───── Data shown

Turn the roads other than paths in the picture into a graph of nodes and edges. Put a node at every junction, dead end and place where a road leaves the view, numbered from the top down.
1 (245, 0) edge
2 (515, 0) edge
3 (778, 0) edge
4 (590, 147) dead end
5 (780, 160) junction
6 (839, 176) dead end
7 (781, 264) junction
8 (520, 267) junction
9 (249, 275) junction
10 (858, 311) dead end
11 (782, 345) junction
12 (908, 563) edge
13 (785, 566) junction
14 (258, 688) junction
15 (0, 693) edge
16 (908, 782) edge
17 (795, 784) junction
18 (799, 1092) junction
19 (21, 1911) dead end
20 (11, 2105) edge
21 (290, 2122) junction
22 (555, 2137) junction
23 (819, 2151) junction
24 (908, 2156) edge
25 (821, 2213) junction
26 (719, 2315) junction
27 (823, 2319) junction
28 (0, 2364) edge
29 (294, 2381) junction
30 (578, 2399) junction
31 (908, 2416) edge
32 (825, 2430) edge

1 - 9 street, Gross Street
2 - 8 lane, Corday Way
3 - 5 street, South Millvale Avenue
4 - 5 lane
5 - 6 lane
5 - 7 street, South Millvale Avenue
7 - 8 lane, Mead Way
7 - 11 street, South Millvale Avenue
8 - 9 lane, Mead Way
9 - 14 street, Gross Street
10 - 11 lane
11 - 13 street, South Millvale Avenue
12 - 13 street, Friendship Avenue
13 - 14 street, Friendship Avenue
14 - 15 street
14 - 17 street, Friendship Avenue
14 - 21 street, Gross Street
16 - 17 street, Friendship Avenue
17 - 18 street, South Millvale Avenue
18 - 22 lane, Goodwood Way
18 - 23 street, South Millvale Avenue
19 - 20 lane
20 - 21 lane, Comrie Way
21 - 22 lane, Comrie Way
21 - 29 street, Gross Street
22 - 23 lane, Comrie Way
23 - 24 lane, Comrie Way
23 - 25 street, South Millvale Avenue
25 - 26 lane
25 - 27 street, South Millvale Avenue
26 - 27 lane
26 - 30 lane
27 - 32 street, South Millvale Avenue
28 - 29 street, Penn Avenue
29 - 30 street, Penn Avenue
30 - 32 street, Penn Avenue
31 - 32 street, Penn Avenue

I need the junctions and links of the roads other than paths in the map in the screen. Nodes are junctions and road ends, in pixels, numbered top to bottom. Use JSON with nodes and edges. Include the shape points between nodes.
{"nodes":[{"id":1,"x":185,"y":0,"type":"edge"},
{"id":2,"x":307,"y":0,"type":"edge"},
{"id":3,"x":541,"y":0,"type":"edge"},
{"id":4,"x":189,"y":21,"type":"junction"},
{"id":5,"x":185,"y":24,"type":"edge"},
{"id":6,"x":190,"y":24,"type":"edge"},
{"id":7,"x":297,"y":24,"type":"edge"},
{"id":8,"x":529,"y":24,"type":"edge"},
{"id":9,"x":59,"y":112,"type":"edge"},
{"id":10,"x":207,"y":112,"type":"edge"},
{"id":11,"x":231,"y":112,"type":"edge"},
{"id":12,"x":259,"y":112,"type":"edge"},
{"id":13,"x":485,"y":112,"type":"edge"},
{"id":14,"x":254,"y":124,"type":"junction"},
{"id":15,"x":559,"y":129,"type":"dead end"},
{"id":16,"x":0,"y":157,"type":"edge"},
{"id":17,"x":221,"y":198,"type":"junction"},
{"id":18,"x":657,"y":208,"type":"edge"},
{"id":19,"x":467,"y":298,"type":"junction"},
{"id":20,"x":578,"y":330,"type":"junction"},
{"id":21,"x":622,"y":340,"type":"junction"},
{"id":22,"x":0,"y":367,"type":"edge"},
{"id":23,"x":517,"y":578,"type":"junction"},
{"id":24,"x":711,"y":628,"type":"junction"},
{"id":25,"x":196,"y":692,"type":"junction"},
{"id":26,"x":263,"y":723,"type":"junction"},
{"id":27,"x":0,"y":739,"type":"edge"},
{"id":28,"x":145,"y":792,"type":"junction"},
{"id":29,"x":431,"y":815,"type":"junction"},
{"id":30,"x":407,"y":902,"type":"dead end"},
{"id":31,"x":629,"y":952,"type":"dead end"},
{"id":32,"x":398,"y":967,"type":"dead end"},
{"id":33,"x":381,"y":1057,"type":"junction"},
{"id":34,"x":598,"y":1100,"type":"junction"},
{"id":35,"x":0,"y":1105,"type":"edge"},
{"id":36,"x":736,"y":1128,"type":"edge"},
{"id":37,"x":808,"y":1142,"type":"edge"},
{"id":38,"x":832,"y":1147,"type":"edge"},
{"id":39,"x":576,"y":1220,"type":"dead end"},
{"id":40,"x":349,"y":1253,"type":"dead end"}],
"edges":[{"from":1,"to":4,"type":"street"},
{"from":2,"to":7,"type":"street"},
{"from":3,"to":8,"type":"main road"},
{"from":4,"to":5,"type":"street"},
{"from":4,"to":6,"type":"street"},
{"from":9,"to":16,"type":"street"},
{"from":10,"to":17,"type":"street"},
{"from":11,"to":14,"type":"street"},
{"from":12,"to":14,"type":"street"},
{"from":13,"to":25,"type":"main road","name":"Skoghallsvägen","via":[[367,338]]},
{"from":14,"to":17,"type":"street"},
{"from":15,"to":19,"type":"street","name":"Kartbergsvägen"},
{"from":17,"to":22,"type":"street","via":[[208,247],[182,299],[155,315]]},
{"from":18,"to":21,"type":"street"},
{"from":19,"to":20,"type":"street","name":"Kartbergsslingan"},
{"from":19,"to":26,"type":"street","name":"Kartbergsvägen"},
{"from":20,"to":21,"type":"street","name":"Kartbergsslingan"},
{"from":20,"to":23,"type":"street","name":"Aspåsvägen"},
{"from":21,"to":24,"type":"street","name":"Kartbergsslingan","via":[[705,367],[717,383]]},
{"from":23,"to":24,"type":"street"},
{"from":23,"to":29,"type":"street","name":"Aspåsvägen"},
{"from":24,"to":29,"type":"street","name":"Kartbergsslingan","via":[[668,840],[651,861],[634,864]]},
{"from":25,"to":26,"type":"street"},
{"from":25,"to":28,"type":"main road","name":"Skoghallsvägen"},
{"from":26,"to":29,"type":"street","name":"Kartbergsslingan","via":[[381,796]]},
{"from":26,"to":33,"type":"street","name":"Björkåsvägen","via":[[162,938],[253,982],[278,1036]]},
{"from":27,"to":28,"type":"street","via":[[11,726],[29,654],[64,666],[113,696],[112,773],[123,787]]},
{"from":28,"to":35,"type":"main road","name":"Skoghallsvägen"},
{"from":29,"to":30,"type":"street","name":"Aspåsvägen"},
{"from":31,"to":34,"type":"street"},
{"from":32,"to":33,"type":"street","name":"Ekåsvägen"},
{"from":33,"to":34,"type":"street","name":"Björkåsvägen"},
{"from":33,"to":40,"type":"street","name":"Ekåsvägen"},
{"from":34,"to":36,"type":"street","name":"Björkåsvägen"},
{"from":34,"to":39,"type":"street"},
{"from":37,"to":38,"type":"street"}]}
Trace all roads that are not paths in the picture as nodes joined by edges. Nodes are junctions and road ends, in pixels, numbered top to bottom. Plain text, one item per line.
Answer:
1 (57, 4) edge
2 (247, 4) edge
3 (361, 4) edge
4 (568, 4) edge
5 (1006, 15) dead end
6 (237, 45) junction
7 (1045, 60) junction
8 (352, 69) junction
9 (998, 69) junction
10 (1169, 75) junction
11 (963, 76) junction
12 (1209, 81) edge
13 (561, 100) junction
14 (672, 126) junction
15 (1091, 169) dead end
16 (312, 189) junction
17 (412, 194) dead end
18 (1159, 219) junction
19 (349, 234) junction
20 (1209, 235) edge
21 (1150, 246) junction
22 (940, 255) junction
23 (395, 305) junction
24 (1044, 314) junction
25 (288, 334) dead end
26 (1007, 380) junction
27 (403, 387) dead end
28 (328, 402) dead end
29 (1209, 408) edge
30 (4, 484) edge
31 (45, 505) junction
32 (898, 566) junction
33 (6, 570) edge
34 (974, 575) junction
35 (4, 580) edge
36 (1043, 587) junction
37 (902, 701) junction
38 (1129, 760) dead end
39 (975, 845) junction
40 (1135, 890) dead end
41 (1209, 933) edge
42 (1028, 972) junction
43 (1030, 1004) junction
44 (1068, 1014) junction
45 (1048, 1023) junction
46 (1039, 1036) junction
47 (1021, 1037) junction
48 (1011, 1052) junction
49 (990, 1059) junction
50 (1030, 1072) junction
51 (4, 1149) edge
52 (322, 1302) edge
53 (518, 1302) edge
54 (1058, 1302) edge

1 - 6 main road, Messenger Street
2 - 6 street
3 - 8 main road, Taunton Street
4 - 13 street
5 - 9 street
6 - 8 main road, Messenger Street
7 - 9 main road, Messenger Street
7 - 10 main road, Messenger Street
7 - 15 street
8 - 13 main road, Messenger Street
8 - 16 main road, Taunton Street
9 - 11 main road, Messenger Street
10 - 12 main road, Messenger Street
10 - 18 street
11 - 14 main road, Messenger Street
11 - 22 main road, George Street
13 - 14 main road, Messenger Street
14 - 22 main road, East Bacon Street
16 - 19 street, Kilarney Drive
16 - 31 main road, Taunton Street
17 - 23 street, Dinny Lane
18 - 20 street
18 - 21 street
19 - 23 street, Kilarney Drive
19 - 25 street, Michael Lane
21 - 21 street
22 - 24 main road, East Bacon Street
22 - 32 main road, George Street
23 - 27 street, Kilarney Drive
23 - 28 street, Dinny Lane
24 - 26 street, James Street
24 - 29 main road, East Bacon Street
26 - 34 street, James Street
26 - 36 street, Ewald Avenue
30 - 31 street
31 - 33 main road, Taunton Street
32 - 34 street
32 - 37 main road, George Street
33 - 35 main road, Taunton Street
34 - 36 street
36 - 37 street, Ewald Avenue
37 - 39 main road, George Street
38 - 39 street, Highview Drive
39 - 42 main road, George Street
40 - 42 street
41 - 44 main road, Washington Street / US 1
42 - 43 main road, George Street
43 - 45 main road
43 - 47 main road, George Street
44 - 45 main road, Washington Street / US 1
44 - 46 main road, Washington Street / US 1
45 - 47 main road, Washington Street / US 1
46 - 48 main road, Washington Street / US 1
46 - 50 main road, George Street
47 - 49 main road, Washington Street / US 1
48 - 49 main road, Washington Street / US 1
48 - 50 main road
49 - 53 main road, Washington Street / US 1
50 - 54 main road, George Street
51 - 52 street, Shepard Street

──────────

- [What you need to do]
Among the entries, how many lines include the word "Kilarney"? Answer with only the number.

- [Answer to this task]
3